- _TASK DETAILS_: In your copy, reproduce each entry exactly and include no picture.
─── PROVIDED INFORMATION ───
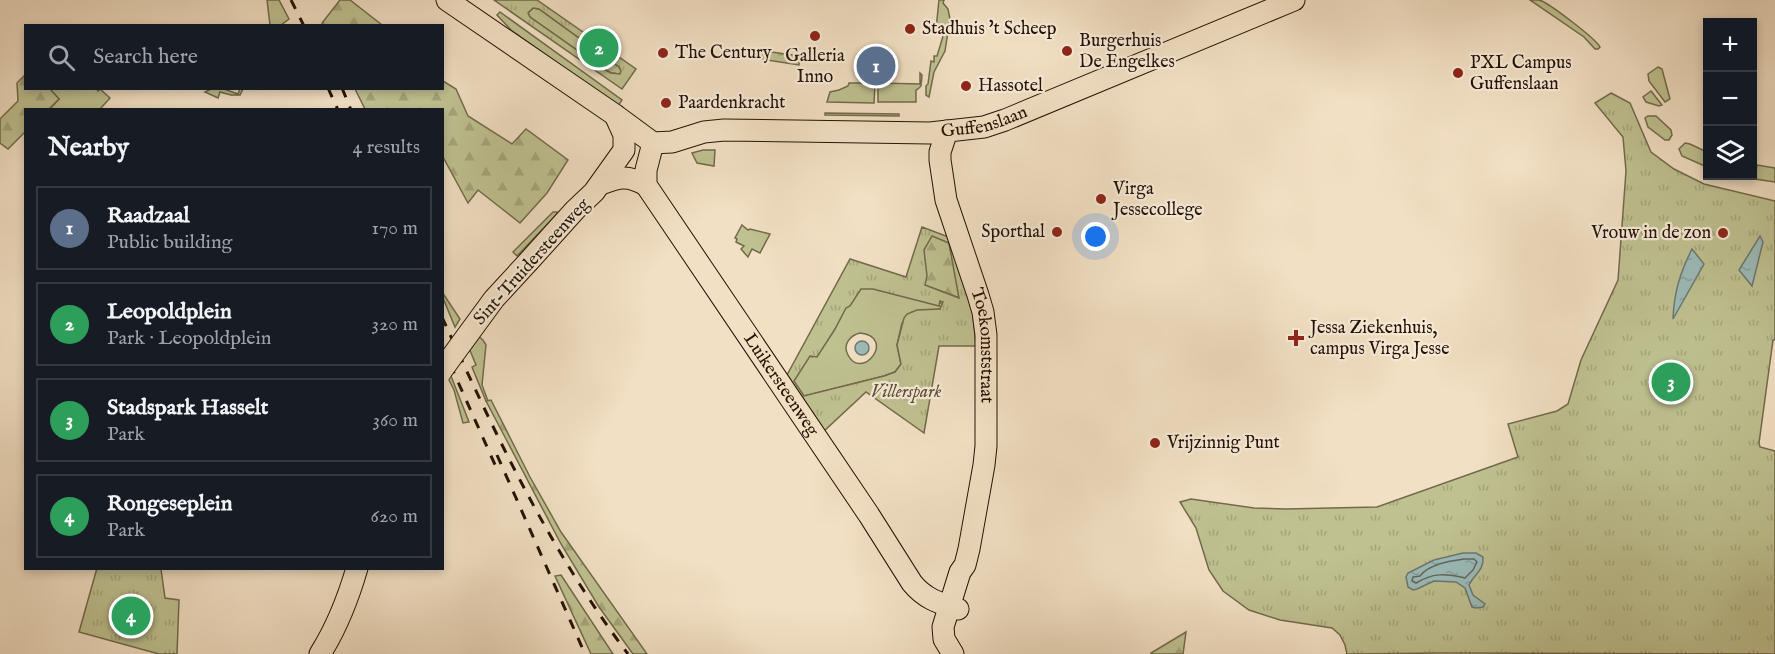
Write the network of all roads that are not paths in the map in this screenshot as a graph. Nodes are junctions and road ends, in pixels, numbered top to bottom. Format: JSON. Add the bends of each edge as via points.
{"nodes":[{"id":1,"x":447,"y":0,"type":"edge"},
{"id":2,"x":1294,"y":0,"type":"edge"},
{"id":3,"x":615,"y":115,"type":"junction"},
{"id":4,"x":947,"y":131,"type":"junction"},
{"id":5,"x":647,"y":139,"type":"junction"},
{"id":6,"x":624,"y":150,"type":"junction"},
{"id":7,"x":601,"y":184,"type":"junction"},
{"id":8,"x":646,"y":185,"type":"junction"},
{"id":9,"x":444,"y":367,"type":"edge"},
{"id":10,"x":356,"y":570,"type":"edge"},
{"id":11,"x":951,"y":618,"type":"junction"},
{"id":12,"x":320,"y":654,"type":"edge"},
{"id":13,"x":953,"y":654,"type":"edge"},
{"id":14,"x":963,"y":654,"type":"edge"}],
"edges":[{"from":1,"to":3,"type":"main road"},
{"from":2,"to":4,"type":"main road","name":"Guffenslaan","via":[[1005,120]]},
{"from":3,"to":5,"type":"main road"},
{"from":3,"to":6,"type":"main road","via":[[624,135]]},
{"from":4,"to":5,"type":"main road","name":"Guffenslaan","via":[[724,130],[672,142]]},
{"from":4,"to":11,"type":"main road","name":"Toekomststraat","via":[[940,152],[946,200],[981,304],[986,335],[984,465]]},
{"from":5,"to":6,"type":"main road","name":"Sint-Truidersteenweg"},
{"from":5,"to":7,"type":"main road","name":"Sint-Truidersteenweg","via":[[633,160]]},
{"from":5,"to":8,"type":"main road"},
{"from":6,"to":7,"type":"main road","name":"Sint-Truidersteenweg"},
{"from":7,"to":8,"type":"main road","via":[[619,177],[633,178]]},
{"from":7,"to":9,"type":"main road","name":"Sint-Truidersteenweg","bridge":true,"via":[[494,299]]},
{"from":8,"to":11,"type":"main road","name":"Luikersteenweg","via":[[912,583]]},
{"from":10,"to":12,"type":"main road","via":[[347,601]]},
{"from":11,"to":13,"type":"main road","via":[[944,639]]},
{"from":11,"to":14,"type":"main road","via":[[955,643]]}]}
───
- _THE COMPLETED TASK_:
Write the network of all roads that are not paths in the map in this screenshot as a graph. Nodes are junctions and road ends, in pixels, numbered top to bottom. Format: JSON. Add the bends of each edge as via points.
{"nodes":[{"id":1,"x":447,"y":0,"type":"edge"},
{"id":2,"x":1294,"y":0,"type":"edge"},
{"id":3,"x":615,"y":115,"type":"junction"},
{"id":4,"x":947,"y":131,"type":"junction"},
{"id":5,"x":647,"y":139,"type":"junction"},
{"id":6,"x":624,"y":150,"type":"junction"},
{"id":7,"x":601,"y":184,"type":"junction"},
{"id":8,"x":646,"y":185,"type":"junction"},
{"id":9,"x":444,"y":367,"type":"edge"},
{"id":10,"x":356,"y":570,"type":"edge"},
{"id":11,"x":951,"y":618,"type":"junction"},
{"id":12,"x":320,"y":654,"type":"edge"},
{"id":13,"x":953,"y":654,"type":"edge"},
{"id":14,"x":963,"y":654,"type":"edge"}],
"edges":[{"from":1,"to":3,"type":"main road"},
{"from":2,"to":4,"type":"main road","name":"Guffenslaan","via":[[1005,120]]},
{"from":3,"to":5,"type":"main road"},
{"from":3,"to":6,"type":"main road","via":[[624,135]]},
{"from":4,"to":5,"type":"main road","name":"Guffenslaan","via":[[724,130],[672,142]]},
{"from":4,"to":11,"type":"main road","name":"Toekomststraat","via":[[940,152],[946,200],[981,304],[986,335],[984,465]]},
{"from":5,"to":6,"type":"main road","name":"Sint-Truidersteenweg"},
{"from":5,"to":7,"type":"main road","name":"Sint-Truidersteenweg","via":[[633,160]]},
{"from":5,"to":8,"type":"main road"},
{"from":6,"to":7,"type":"main road","name":"Sint-Truidersteenweg"},
{"from":7,"to":8,"type":"main road","via":[[619,177],[633,178]]},
{"from":7,"to":9,"type":"main road","name":"Sint-Truidersteenweg","bridge":true,"via":[[494,299]]},
{"from":8,"to":11,"type":"main road","name":"Luikersteenweg","via":[[912,583]]},
{"from":10,"to":12,"type":"main road","via":[[347,601]]},
{"from":11,"to":13,"type":"main road","via":[[944,639]]},
{"from":11,"to":14,"type":"main road","via":[[955,643]]}]}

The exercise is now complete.